My assumption in this question is that a signature that I specify completely describes everything that a method will accept. Apparently I'm wrong about that, but I'd like to get that anyway. If I don't specify it in the signature, I don't want other people to be able to provide it as an argument thinking it will do something.
I create a signature with a single positional parameter for a method, and I expect it to only accepta single positional argument. However, it also accepts named parameters without complaint:
class SomeClass {
method something ( Int $n ) { 'Ran something' }
}
put SomeClass.something: 137; # Ran something
put SomeClass.something: 137, :foo('bar'); # Ran something
But, if I define a method that takes a named parameter, that's called each time I define it second. Also, although I think I've said it requires a named paramter foo
, it's not required and it still accepts named parameters that I did not specify:
class SomeClass {
multi method something ( Int $n ) { 'Ran something' }
multi method something ( Int $n, :$foo ) { "Ran $foo" }
}
put SomeClass.something: 137; # Ran
put SomeClass.something: 137, :foo('bar'); # Ran bar
put SomeClass.something: 137, :bar('foo'); # Ran
So, some questions:
How do I specify a signature that encompasses everything I want to accept and excludes everything else?
How do I force Perl 6 to choose the closest matching signature?
In what order does Perl 6 decide to check the methods?

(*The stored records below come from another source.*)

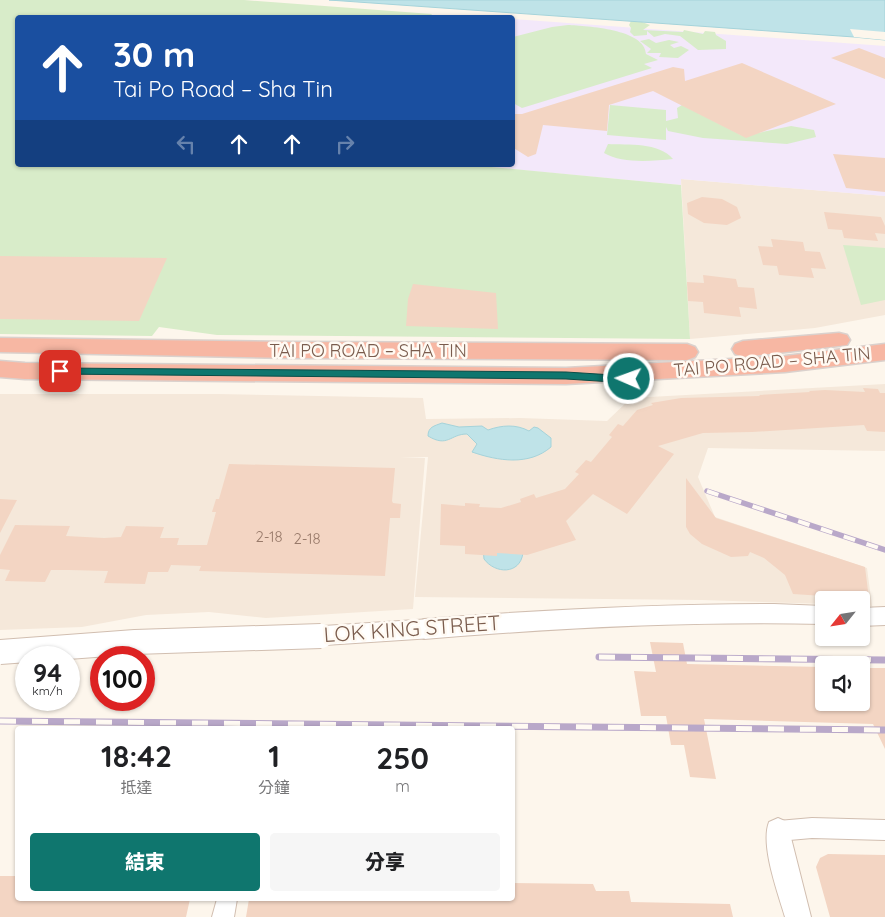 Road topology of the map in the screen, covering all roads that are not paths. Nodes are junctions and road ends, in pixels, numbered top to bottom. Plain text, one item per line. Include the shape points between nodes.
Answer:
1 (885, 334) edge
2 (0, 345) edge
3 (885, 352) edge
4 (0, 369) edge
5 (885, 370) edge
6 (25, 371) junction
7 (0, 374) edge
8 (566, 376) junction
9 (815, 615) edge
10 (885, 616) edge
11 (870, 617) edge
12 (0, 652) edge
13 (778, 830) joint
14 (885, 830) edge
15 (227, 901) edge
16 (224, 917) edge
17 (798, 917) edge

1 - 2 highway, TAI PO ROAD – SHA TIN via 708,352 648,353
3 - 8 highway, TAI PO ROAD – SHA TIN via 785,364
4 - 6 highway, TAI PO ROAD – SHA TIN
5 - 8 highway via 723,383
6 - 7 highway
6 - 8 highway, TAI PO ROAD – SHA TIN
9 - 12 street, LOK KING STREET, bridge via 676,614 578,618 300,637 135,642
10 - 11 street
13 - 14 street
13 - 17 street
15 - 16 street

You're touching on one of the things that is hardest to grasp about multi-method dispatch. Most important thing to realize is that every method
signature has an implicit *%_
(aka a slurpy hash) if there isn't one specified. This means that it will eat any non-specific named parameters.
class A {
method a() { dd %_ } # %_ exists even if not specifically specified
}
A.a(:foo) # {:foo}
Second thing you need to realize, is that named parameters only act as tie-breakers. So if there are multiple candidates that have the same matching set of positional parameters, MMD will use the first one that works (taking into account that all unexpected named parameters are slurped by %_
):
class A {
multi method a(:$foo) { say "foo" }
multi method a(:$bar) { say "bar" }
}
A.a(:bar) # foo
This seemingly unexpected result is caused by the fact that:
:$foo
is optional:bar
is eaten by the implicit *%_
To make it work more like you expect, you need to put the candidates that need to be tie-broken into the order you would like them to fire, and make any named parameters mandatory:
class A {
multi method a(:$foo!) { say "foo" }
multi method a(:$bar!) { say "bar" }
}
A.a(:bar) # bar
If you have candidates taking multiple named parameters, it quickly becomes rather complex and you're possibly better off by just having a method that uses introspection of %_
:
class A {
method a() {
if %_<foo> {
say "foo"
}
elsif %_<bar> {
say "bar"
}
else {
die "None of the signatures matched"
}
}
}
A.a(:bar) # bar
Hope this makes things clearer :-)
Methods always come with an implicit *%_
parameter, cf
say method {}.signature #=> (Mu $: *%_)
This is by design, with the idea that subclasses may pick out the arguments they like and then redispatch via nextsame
et al (cf the design docs - not sure where or even if it's documented elsewhere).
There are several ways to reject undeclared named arguments, eg via a where clause
method m($positional, :$explicit, *% where !*) { ... }
or via an empty subsignature
method m($positional, :$explicit, *% ()) { ... }
When passing a non-declared argument, the former will fail with
Constraint type check failed in binding to parameter '<anon>'
and the latter with
Unexpected named argument '...' passed in sub-signature
I'll leave the exact semantics of multimethod dispatch for others to answer, but my heuristic rule of thumb is to make sure required named parameters are declared as such (ie the !
is present) and to put the more general methods last.